**** Raw data ****

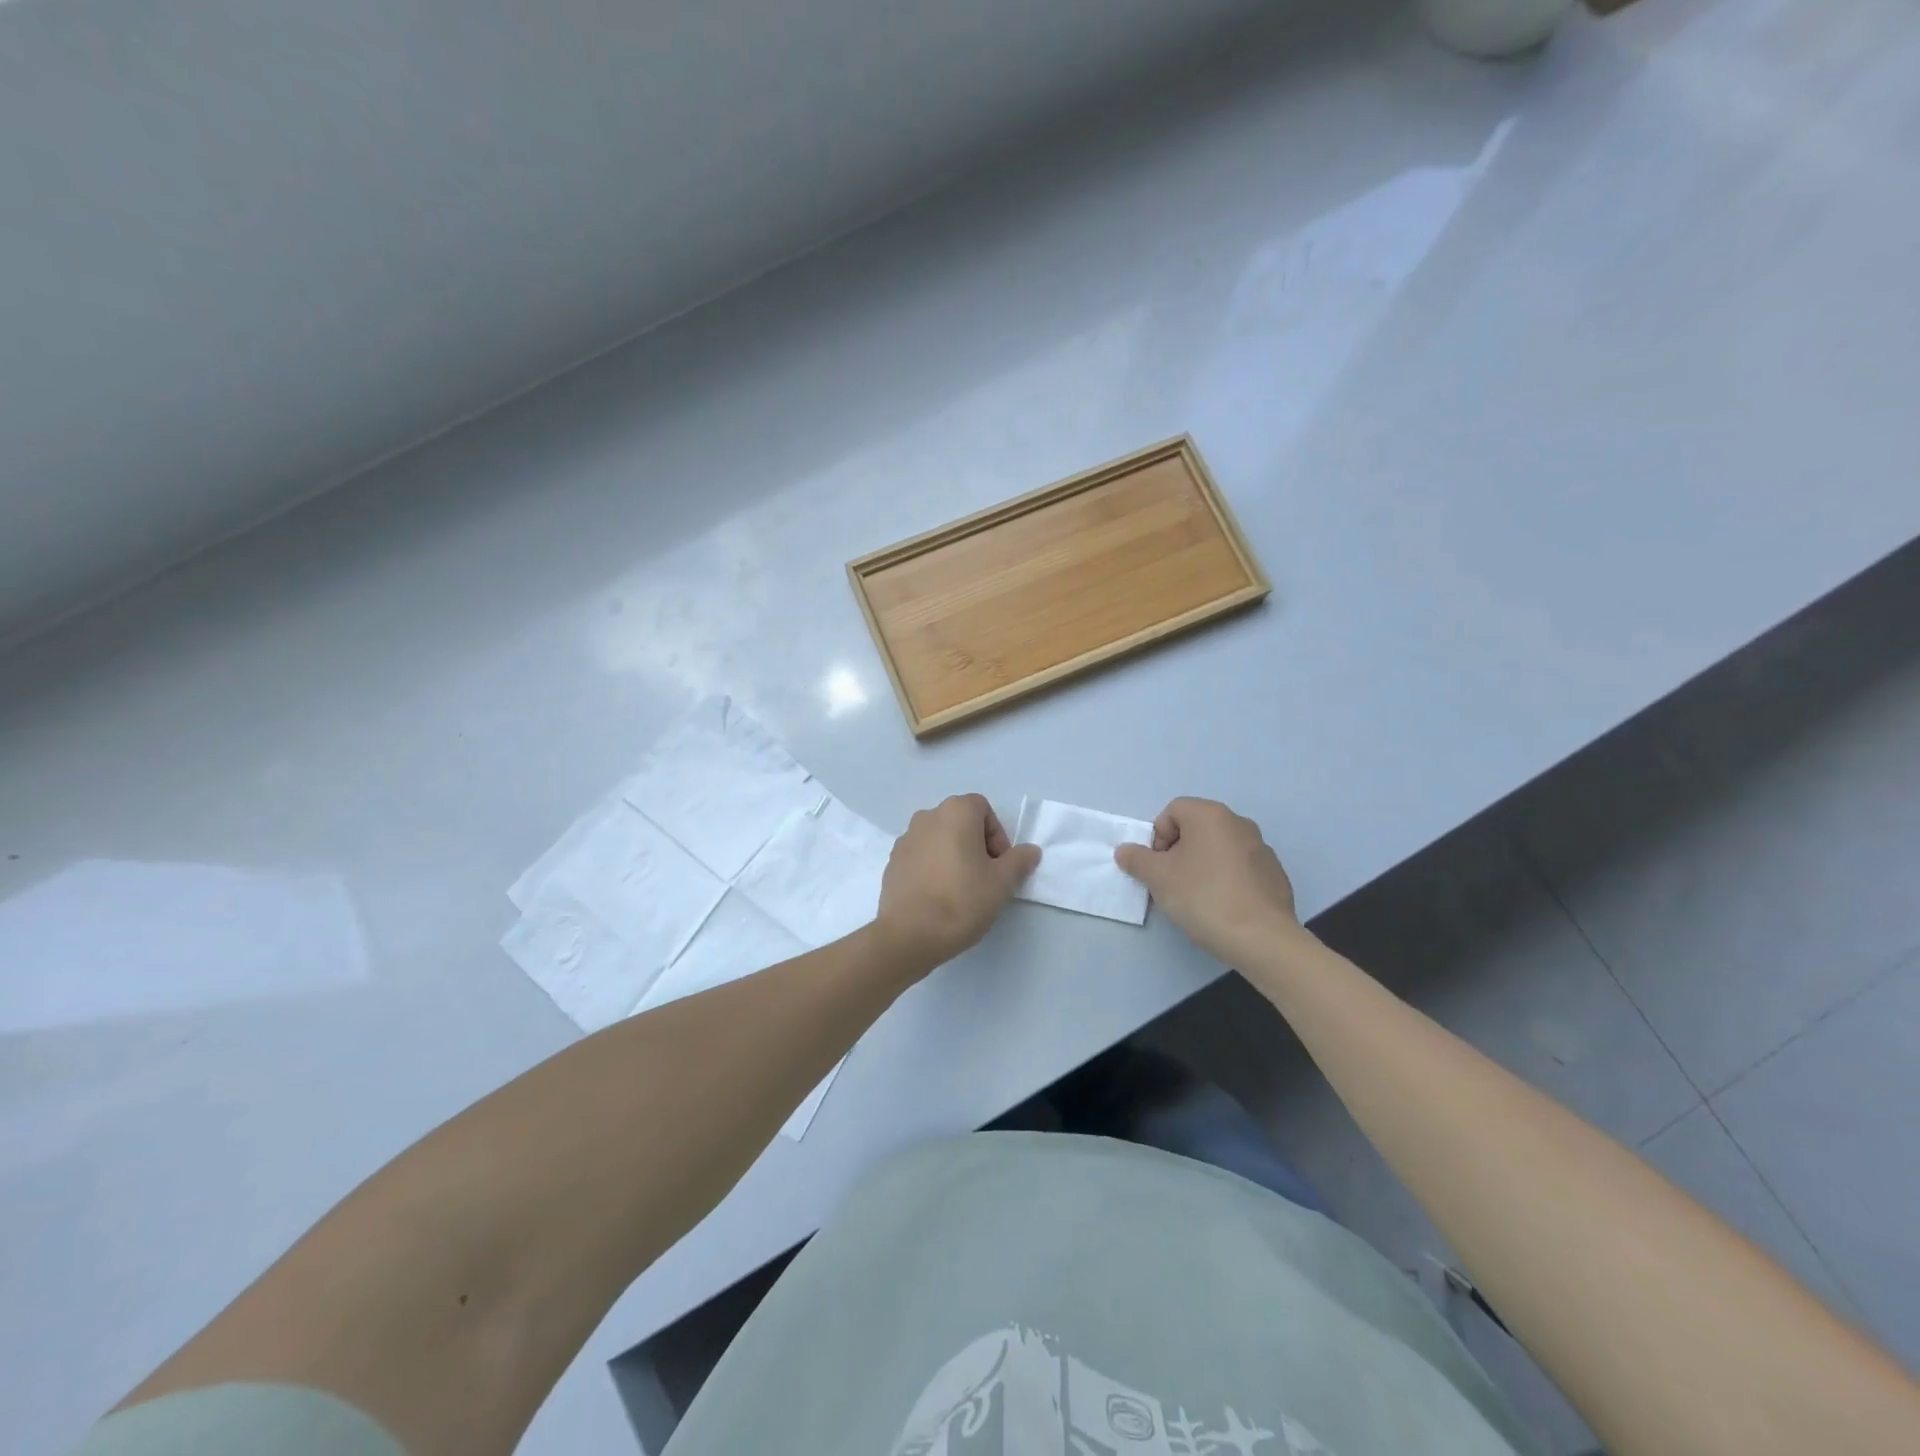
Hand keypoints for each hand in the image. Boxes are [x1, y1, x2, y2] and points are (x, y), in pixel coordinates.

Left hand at [875, 794, 1040, 970]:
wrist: (909, 934)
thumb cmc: (961, 900)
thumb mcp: (1002, 883)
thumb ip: (1019, 861)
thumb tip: (1030, 850)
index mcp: (955, 812)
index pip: (983, 809)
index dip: (997, 835)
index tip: (999, 865)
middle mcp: (927, 817)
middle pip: (960, 822)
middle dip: (976, 845)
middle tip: (984, 878)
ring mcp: (905, 839)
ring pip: (939, 839)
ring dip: (953, 855)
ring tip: (961, 889)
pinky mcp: (892, 862)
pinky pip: (921, 856)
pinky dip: (933, 868)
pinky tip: (938, 897)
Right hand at [1114, 798, 1302, 964]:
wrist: (1262, 938)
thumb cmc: (1203, 897)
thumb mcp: (1158, 878)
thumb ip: (1137, 859)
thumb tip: (1126, 851)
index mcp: (1210, 815)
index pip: (1173, 811)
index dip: (1157, 837)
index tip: (1157, 867)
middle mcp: (1239, 823)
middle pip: (1196, 828)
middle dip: (1178, 852)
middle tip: (1171, 882)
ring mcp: (1261, 848)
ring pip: (1219, 849)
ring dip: (1202, 865)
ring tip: (1197, 898)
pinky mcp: (1275, 874)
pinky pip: (1240, 869)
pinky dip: (1226, 880)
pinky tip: (1223, 907)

****

What you need to do:
Each line from the one containing "thumb mcp: (1158, 878)" through the end of the material must be returned exactly; no other line should appear.

Written answer:
thumb mcp: (1158, 878)
thumb ip: (1137, 859)
thumb tip: (1126, 851)
index mcp: (1210, 815)
index pip: (1173, 811)
index dip: (1157, 837)
index tip: (1157, 867)
middle mcp: (1239, 823)
middle pip: (1196, 828)
middle dip: (1178, 852)
middle tip: (1171, 882)
ring mcp: (1261, 848)
ring pip: (1219, 849)
ring dip: (1202, 865)
ring tip: (1197, 898)
pinky mcp: (1275, 874)
pinky pip: (1240, 869)
pinky dip: (1226, 880)
pinky tip: (1223, 907)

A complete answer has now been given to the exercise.